WORK INSTRUCTIONS: Repeat each record below exactly, dropping the pictures.

RECORD EXCERPTS:
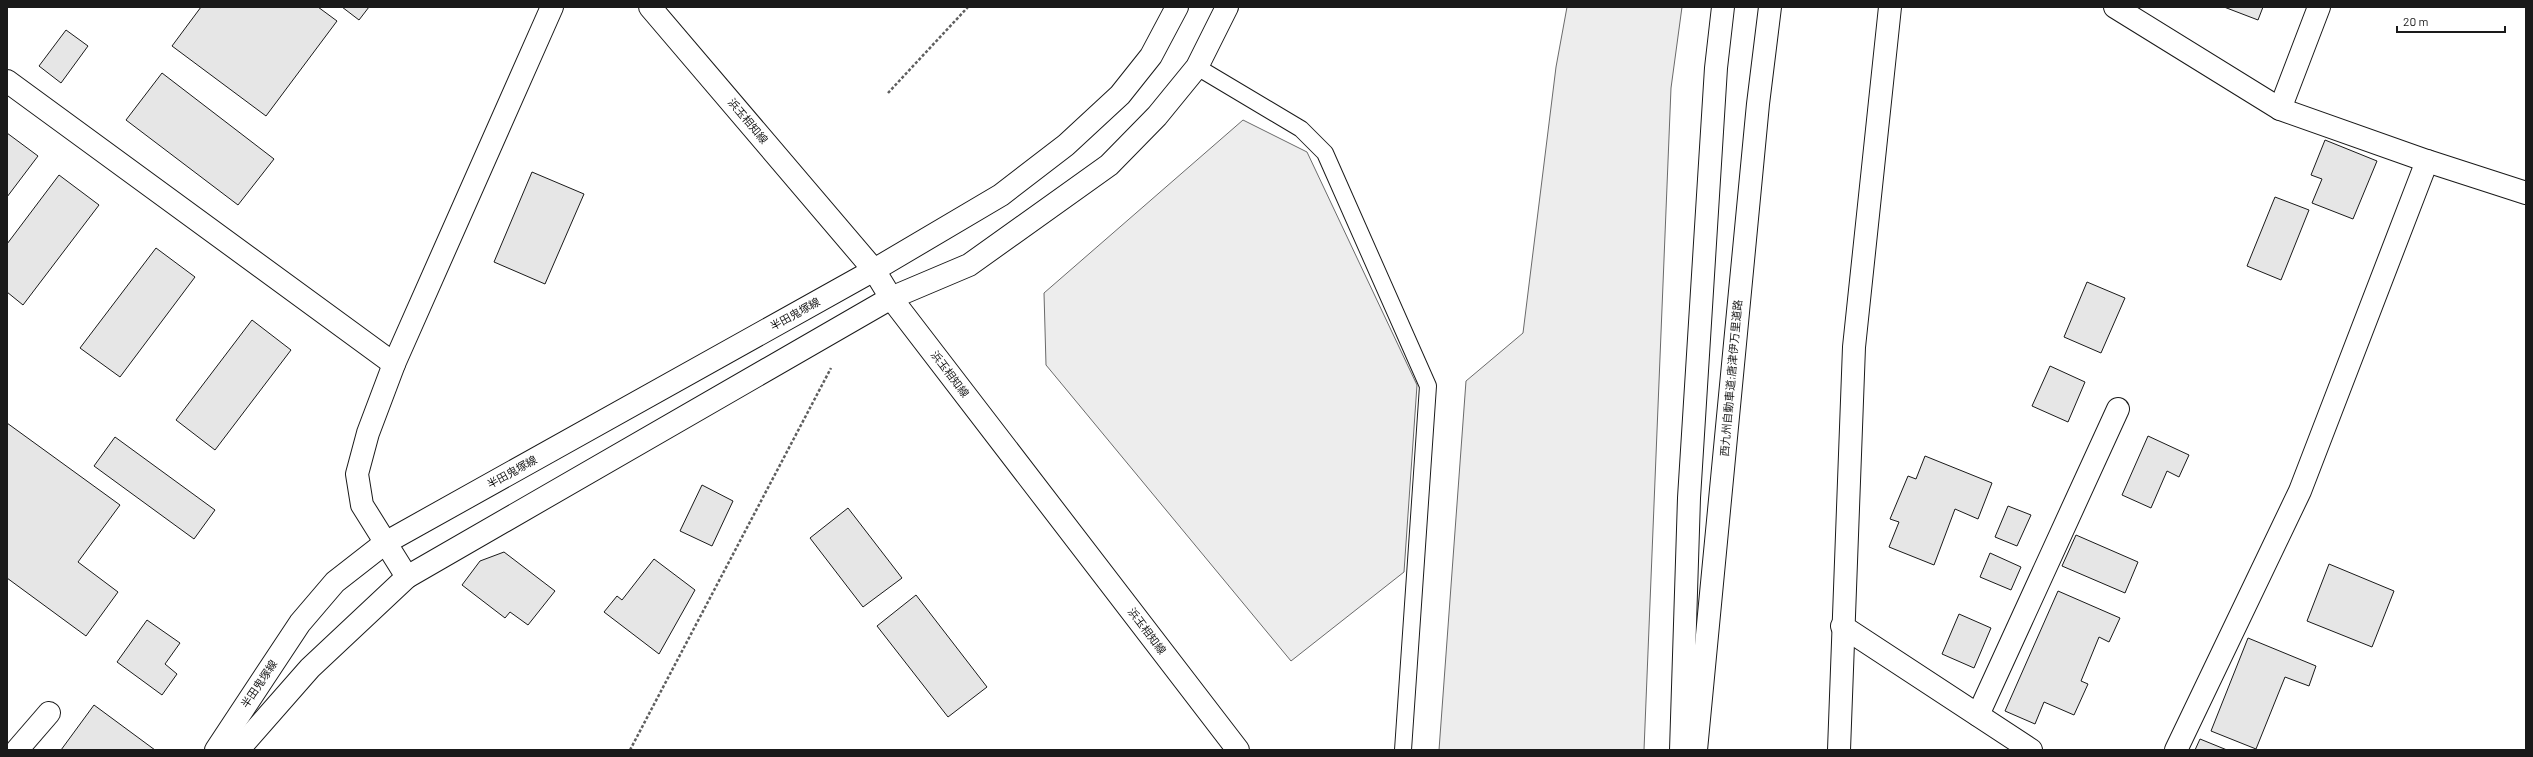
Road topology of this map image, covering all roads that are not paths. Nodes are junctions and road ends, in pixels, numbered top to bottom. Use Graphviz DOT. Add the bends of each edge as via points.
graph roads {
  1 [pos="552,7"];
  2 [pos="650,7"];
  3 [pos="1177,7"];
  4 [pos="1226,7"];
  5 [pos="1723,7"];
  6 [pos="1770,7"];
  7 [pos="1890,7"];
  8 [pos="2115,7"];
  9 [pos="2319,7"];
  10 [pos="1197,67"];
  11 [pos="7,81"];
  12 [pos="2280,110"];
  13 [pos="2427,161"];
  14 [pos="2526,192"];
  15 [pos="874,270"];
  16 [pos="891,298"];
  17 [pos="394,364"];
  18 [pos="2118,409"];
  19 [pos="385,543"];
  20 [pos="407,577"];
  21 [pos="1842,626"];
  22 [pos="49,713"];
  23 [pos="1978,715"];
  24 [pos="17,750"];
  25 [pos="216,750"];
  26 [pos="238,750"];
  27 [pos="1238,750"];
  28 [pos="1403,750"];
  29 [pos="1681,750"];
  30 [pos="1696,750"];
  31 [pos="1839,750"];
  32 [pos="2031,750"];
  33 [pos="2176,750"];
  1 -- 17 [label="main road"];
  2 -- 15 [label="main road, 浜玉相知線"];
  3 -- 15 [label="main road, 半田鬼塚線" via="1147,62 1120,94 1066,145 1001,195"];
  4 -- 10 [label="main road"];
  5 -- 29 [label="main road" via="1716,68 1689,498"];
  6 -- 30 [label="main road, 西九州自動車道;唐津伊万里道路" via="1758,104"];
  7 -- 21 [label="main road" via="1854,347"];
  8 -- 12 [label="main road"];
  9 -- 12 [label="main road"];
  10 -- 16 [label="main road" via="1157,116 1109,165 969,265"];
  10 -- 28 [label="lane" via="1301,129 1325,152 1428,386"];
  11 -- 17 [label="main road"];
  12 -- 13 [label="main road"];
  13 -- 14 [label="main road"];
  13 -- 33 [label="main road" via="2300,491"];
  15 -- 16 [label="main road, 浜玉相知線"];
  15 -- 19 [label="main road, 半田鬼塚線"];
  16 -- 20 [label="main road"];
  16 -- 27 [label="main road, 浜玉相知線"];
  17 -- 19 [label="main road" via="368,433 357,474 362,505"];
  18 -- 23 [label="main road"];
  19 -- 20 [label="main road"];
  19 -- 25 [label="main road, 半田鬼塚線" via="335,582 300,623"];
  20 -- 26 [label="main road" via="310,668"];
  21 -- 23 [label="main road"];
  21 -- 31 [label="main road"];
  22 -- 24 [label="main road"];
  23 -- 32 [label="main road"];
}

THE COMPLETED TASK:
Road topology of this map image, covering all roads that are not paths. Nodes are junctions and road ends, in pixels, numbered top to bottom. Use Graphviz DOT. Add the bends of each edge as via points.
graph roads {
  1 [pos="552,7"];
  2 [pos="650,7"];
  3 [pos="1177,7"];
  4 [pos="1226,7"];
  5 [pos="1723,7"];
  6 [pos="1770,7"];
  7 [pos="1890,7"];
  8 [pos="2115,7"];
  9 [pos="2319,7"];
  10 [pos="1197,67"];
  11 [pos="7,81"];
  12 [pos="2280,110"];
  13 [pos="2427,161"];
  14 [pos="2526,192"];
  15 [pos="874,270"];
  16 [pos="891,298"];
  17 [pos="394,364"];
  18 [pos="2118,409"];
  19 [pos="385,543"];
  20 [pos="407,577"];
  21 [pos="1842,626"];
  22 [pos="49,713"];
  23 [pos="1978,715"];
  24 [pos="17,750"];
  25 [pos="216,750"];
  26 [pos="238,750"];
  27 [pos="1238,750"];
  28 [pos="1403,750"];
  29 [pos="1681,750"];
  30 [pos="1696,750"];
  31 [pos="1839,750"];
  32 [pos="2031,750"];
  33 [pos="2176,750"];
  1 -- 17 [label="main road"];
  2 -- 15 [label="main road, 浜玉相知線"];
  3 -- 15 [label="main road, 半田鬼塚線" via="1147,62 1120,94 1066,145 1001,195"];
  4 -- 10 [label="main road"];
  5 -- 29 [label="main road" via="1716,68 1689,498"];
  6 -- 30 [label="main road, 西九州自動車道;唐津伊万里道路" via="1758,104"];
  7 -- 21 [label="main road" via="1854,347"];
  8 -- 12 [label="main road"];
  9 -- 12 [label="main road"];
  10 -- 16 [label="main road" via="1157,116 1109,165 969,265"];
  10 -- 28 [label="lane" via="1301,129 1325,152 1428,386"];
  11 -- 17 [label="main road"];
  12 -- 13 [label="main road"];
  13 -- 14 [label="main road"];
  13 -- 33 [label="main road" via="2300,491"];
  15 -- 16 [label="main road, 浜玉相知線"];
  15 -- 19 [label="main road, 半田鬼塚線"];
  16 -- 20 [label="main road"];
  16 -- 27 [label="main road, 浜玉相知線"];
  17 -- 19 [label="main road" via="368,433 357,474 362,505"];
  18 -- 23 [label="main road"];
  19 -- 20 [label="main road"];
  19 -- 25 [label="main road, 半田鬼塚線" via="335,582 300,623"];
  20 -- 26 [label="main road" via="310,668"];
  21 -- 23 [label="main road"];
  21 -- 31 [label="main road"];
  22 -- 24 [label="main road"];
  23 -- 32 [label="main road"];
}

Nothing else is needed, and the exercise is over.